===== Source material =====
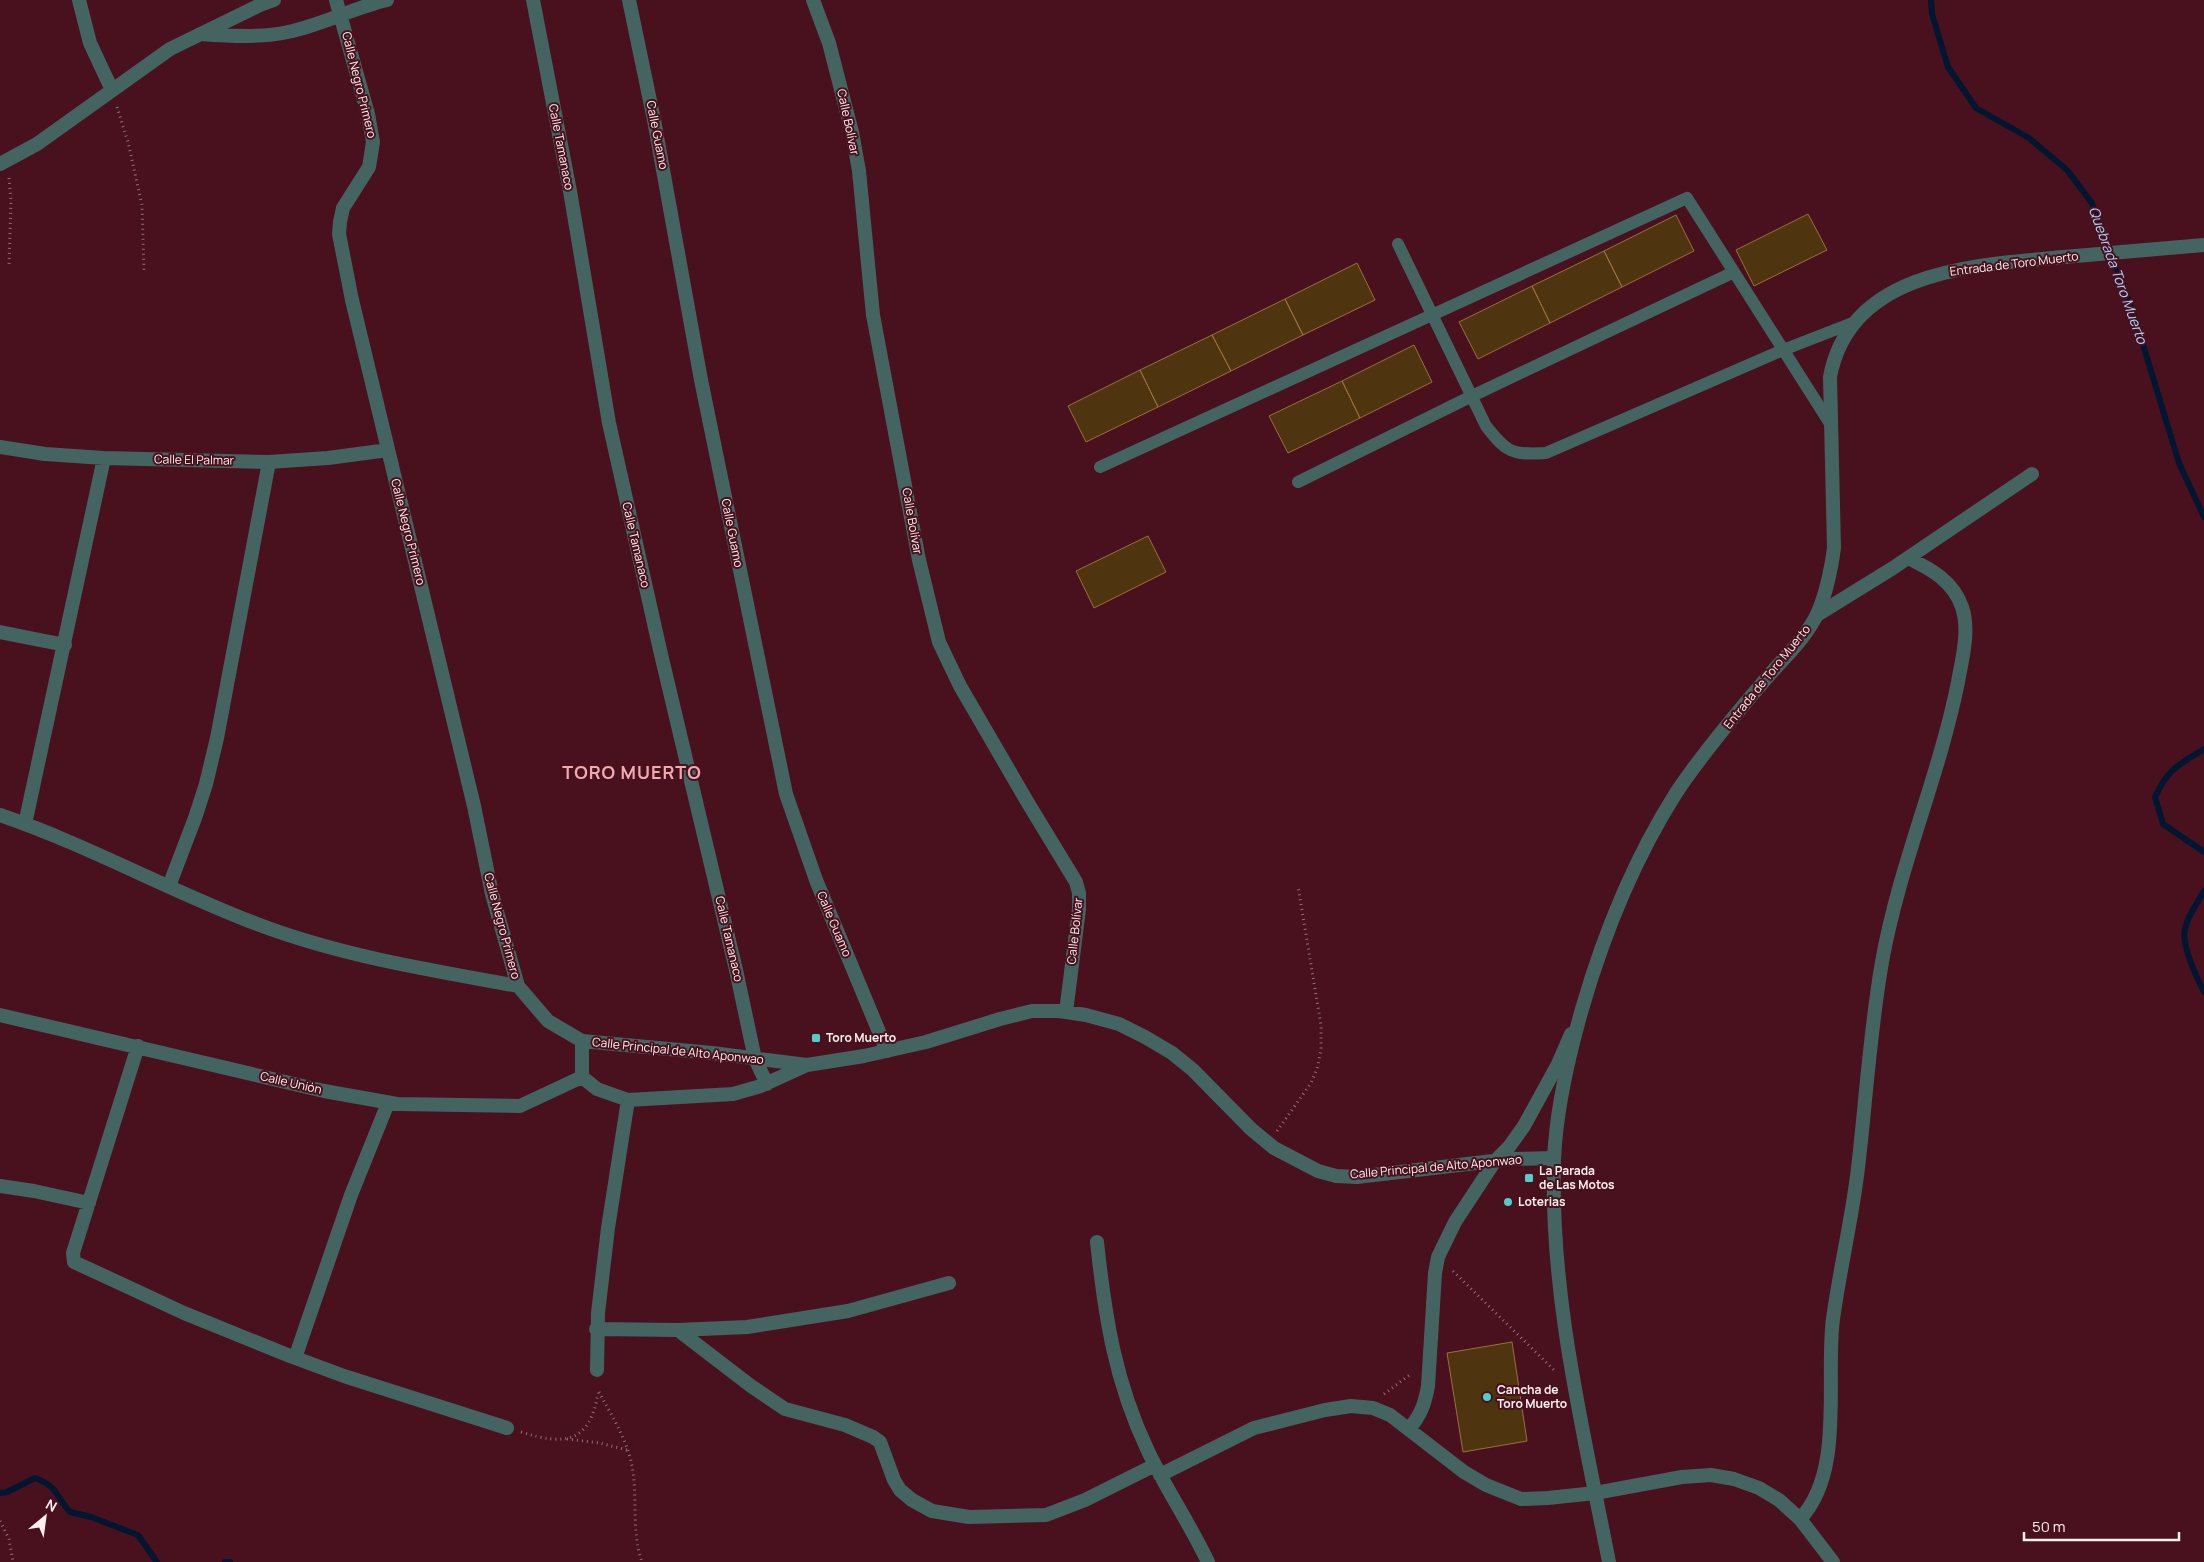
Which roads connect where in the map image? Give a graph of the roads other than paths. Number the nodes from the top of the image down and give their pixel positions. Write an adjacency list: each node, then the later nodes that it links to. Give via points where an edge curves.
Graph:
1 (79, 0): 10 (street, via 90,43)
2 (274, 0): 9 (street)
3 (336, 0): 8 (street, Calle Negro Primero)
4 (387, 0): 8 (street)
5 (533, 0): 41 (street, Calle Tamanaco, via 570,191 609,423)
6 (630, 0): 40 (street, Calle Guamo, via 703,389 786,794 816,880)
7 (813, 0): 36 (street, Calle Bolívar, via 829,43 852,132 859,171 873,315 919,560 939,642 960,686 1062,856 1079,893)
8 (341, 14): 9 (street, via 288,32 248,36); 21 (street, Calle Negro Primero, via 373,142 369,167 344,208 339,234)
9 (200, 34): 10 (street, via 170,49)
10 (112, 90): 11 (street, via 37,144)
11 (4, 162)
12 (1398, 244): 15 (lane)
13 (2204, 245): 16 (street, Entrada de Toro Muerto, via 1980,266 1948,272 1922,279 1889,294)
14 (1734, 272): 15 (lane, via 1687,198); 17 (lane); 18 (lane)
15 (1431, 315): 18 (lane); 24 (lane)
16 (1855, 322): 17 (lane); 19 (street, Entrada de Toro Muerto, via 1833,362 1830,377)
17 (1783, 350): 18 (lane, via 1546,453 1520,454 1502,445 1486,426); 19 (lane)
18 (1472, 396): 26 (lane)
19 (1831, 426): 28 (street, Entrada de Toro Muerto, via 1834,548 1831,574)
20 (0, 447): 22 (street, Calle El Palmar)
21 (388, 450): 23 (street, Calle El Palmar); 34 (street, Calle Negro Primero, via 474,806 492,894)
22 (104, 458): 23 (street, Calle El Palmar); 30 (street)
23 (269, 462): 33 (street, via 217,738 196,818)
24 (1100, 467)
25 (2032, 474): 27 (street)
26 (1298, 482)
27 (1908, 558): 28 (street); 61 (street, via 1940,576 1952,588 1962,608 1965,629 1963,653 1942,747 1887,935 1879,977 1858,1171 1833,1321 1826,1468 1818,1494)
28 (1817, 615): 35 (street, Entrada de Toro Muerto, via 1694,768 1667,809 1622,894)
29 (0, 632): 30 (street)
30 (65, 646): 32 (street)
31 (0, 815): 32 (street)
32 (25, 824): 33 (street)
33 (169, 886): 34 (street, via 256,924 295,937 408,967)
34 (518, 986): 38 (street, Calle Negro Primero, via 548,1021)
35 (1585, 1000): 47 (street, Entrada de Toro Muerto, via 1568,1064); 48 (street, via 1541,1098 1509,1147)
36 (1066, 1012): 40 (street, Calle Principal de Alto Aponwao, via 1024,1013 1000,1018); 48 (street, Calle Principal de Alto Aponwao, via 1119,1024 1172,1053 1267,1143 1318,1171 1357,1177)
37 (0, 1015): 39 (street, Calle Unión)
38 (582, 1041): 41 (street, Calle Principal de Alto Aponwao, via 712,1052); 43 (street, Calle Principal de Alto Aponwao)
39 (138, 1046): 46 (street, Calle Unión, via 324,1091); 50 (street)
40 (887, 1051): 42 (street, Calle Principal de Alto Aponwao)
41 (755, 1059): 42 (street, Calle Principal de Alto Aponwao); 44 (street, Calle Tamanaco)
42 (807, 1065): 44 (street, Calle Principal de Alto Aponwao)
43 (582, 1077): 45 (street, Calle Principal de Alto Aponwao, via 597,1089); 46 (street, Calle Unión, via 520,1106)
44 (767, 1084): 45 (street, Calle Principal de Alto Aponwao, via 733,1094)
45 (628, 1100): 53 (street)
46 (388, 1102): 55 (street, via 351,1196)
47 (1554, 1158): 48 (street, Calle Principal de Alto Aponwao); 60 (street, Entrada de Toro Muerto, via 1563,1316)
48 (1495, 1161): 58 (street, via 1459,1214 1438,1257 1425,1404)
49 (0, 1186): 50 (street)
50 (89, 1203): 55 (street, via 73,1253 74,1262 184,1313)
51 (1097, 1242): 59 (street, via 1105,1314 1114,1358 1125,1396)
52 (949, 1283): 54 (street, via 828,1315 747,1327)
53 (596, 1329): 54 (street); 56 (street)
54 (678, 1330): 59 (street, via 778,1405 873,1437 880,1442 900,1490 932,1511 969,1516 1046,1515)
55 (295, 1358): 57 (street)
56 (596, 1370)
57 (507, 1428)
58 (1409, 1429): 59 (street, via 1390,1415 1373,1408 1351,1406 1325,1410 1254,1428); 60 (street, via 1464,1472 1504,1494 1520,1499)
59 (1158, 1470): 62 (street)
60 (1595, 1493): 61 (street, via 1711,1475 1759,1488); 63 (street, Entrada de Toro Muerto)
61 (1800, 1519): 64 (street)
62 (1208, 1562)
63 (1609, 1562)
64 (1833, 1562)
=====
Report every line of the entries that carries the word "Negro".

3 (336, 0): 8 (street, Calle Negro Primero)
8 (341, 14): 9 (street, via 288,32 248,36); 21 (street, Calle Negro Primero, via 373,142 369,167 344,208 339,234)
21 (388, 450): 23 (street, Calle El Palmar); 34 (street, Calle Negro Primero, via 474,806 492,894)
34 (518, 986): 38 (street, Calle Negro Primero, via 548,1021)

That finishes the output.